2. Pathetically fake compliments don’t work. The compliments have all been used and abused. Yes I know my eyelashes are really long. No they are not fake. Yes I know I have large lips. No that doesn’t mean I look like Angelina Jolie. And no likening me to her when we look so blatantly unalike does not flatter me. Yes I know that my ass is nice. So are a lot of other booties. Yes I know I have a nice smile. How many other women did you tell that to tonight? As one of my favorite Silver Screen good girls once spat at one of my favorite Silver Screen bad boys, “Listing my qualities on your fingers is not going to get you anywhere with me.” (Don’t judge me. I know it didn’t win an Oscar but my best friend Elyssa and I can quote every line).
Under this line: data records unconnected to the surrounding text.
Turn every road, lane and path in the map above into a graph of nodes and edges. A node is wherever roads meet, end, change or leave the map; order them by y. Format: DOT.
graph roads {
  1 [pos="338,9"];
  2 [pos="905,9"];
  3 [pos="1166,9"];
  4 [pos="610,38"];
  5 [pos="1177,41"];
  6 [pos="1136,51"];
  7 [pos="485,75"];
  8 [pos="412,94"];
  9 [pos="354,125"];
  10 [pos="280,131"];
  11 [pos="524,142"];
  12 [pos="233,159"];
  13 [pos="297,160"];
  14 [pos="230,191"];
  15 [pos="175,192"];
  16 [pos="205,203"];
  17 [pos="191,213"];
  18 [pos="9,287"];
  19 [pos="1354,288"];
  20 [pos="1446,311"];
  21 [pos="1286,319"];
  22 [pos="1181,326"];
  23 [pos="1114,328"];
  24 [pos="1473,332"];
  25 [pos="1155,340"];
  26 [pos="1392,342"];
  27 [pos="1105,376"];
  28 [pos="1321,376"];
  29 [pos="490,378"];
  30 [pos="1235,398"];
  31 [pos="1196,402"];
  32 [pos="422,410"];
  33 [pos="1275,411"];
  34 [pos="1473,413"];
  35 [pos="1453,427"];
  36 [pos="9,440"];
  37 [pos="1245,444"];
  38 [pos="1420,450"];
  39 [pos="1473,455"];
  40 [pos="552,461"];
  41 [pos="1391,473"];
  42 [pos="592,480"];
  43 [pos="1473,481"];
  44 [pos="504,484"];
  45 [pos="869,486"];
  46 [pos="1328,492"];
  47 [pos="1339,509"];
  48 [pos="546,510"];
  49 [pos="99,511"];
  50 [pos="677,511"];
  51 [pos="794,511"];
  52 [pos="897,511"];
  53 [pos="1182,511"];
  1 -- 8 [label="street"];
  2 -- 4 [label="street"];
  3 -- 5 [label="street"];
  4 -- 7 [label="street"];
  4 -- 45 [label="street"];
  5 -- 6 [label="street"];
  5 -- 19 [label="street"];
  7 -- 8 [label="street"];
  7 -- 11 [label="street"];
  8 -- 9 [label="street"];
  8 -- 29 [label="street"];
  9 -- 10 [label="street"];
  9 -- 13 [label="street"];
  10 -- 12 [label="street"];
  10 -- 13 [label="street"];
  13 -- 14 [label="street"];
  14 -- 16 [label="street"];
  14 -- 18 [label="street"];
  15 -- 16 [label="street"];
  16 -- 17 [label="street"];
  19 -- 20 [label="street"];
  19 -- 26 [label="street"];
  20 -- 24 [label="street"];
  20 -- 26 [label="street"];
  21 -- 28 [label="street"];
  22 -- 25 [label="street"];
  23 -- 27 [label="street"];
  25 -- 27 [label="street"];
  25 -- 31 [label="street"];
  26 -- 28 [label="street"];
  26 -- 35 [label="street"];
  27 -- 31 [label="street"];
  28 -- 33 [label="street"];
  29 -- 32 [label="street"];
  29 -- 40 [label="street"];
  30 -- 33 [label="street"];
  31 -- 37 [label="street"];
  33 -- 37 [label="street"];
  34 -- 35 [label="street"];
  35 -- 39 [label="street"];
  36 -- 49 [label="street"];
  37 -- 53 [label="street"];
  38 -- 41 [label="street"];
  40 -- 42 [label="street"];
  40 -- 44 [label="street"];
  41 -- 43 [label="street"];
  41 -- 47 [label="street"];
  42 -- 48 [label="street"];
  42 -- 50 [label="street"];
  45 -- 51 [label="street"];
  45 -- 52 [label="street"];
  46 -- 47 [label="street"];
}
3. Fancy dinners are a waste of money. If you want to pay for sex I hear some very nice women are working the corner tonight. They are a lot cheaper and more efficient than a five star dining extravaganza. Taking me out to a grotesquely expensive dinner that could pay my rent for the month (I’d rather just have the rent check without the small talk) and feed a family of four will not guarantee my naked body in you bed. It is even less likely to guarantee your naked body in my bed. The hip quotient of the restaurant will not help your cause. I am more impressed by seedy, hole-in-the-wall dive bars on Colfax Ave (please see future post for further discussion on dive bars) than the hottest, hippest, newest mastication establishment. You have a brain. Use it to come up with something more creative.
Three simple rules. Please heed them. Please don’t make me resort to rude behavior. It’s unflattering and not very post-feminist. I don’t want to have to stop returning your phone calls. I don’t want to ignore the 19th text message you send me at 1:27 AM on a Tuesday. I don’t want to tell you to “get the fuck out of my bed.” But you leave me no choice.